[ASSIGNMENT]: Return every line from the records below in which the word "pixels" is found.

[DATASET EXTRACT]:
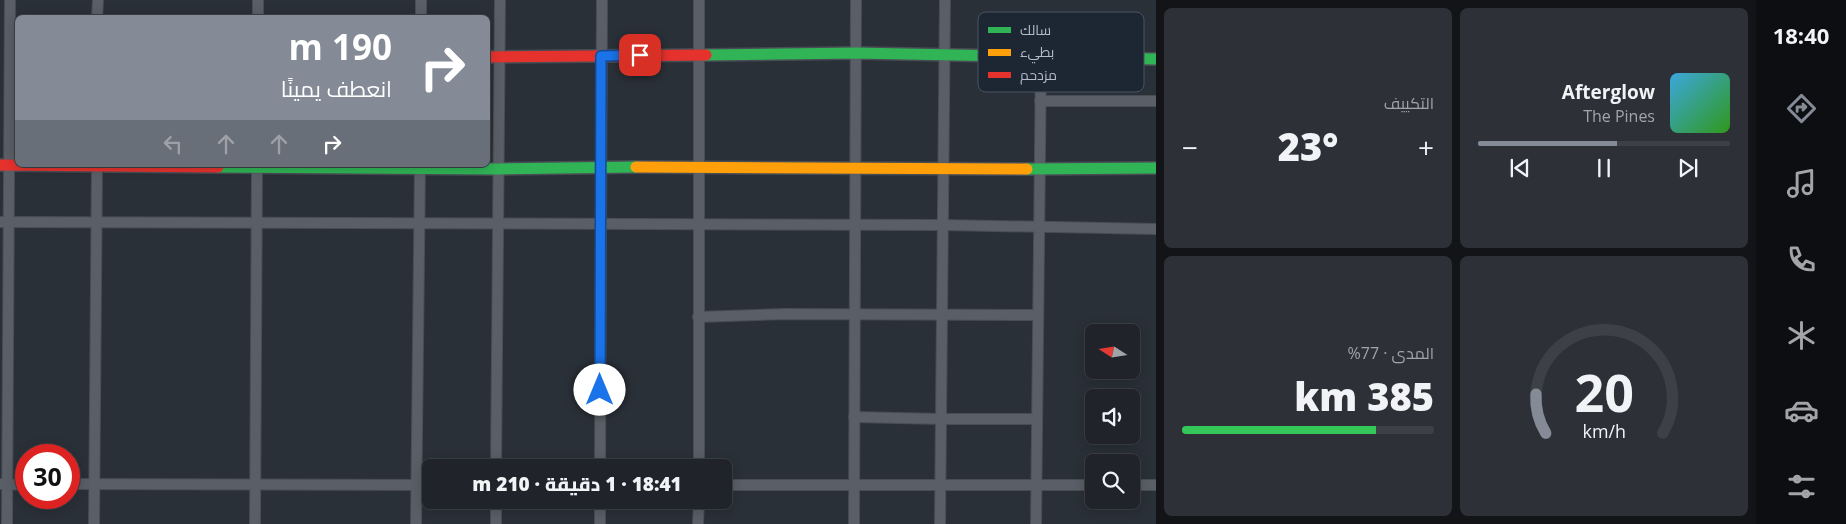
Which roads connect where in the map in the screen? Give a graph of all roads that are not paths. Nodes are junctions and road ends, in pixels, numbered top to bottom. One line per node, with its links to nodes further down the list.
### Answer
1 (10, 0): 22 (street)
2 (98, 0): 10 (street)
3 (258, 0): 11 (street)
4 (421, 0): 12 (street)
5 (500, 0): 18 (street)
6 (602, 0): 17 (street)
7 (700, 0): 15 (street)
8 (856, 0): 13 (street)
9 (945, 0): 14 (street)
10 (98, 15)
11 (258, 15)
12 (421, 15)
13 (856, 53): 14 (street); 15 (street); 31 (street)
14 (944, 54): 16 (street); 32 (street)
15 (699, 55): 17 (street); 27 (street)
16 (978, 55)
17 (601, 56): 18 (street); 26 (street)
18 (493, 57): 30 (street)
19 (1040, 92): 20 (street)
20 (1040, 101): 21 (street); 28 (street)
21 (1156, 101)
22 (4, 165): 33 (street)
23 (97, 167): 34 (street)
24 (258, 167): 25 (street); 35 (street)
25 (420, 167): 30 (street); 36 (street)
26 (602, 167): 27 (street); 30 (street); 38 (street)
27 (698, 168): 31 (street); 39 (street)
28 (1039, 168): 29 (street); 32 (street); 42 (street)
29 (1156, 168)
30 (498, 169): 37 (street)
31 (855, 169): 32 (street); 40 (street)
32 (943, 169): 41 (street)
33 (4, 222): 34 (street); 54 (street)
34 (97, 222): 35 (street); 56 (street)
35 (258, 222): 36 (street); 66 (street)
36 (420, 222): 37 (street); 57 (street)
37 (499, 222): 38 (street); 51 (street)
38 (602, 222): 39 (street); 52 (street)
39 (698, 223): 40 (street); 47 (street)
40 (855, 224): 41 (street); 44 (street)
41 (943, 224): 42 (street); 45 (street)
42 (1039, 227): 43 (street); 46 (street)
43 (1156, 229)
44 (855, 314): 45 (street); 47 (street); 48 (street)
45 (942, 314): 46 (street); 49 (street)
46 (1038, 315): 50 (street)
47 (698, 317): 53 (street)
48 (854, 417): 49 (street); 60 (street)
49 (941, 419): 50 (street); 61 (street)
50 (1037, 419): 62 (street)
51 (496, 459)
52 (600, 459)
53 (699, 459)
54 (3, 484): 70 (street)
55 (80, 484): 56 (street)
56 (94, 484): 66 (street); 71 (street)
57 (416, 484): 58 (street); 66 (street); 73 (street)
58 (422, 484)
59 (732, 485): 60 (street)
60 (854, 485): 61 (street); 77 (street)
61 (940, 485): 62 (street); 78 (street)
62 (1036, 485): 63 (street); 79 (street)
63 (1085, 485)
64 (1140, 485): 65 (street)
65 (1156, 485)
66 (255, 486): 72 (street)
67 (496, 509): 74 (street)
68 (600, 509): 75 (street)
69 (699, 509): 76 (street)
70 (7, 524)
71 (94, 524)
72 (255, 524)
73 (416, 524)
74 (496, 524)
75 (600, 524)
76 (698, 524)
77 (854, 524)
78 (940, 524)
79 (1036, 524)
* * *
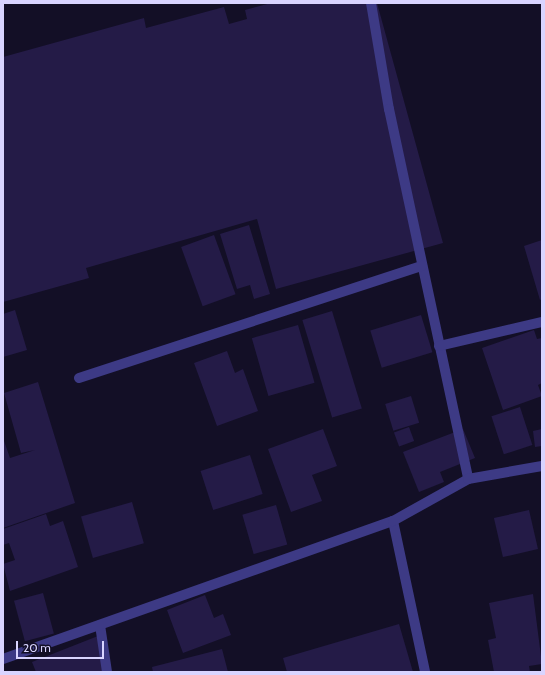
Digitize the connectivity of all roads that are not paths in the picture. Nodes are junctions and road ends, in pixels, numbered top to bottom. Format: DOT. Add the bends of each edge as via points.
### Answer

[EXERCISE SOLUTION]:
Which roads connect where in the map in the screen? Give a graph of all roads that are not paths. Nodes are junctions and road ends, in pixels, numbered top to bottom. One line per node, with its links to nodes further down the list.
Digitize the connectivity of all roads that are not paths in the picture. Nodes are junctions and road ends, in pixels, numbered top to bottom. Format: DOT. Add the bends of each edge as via points.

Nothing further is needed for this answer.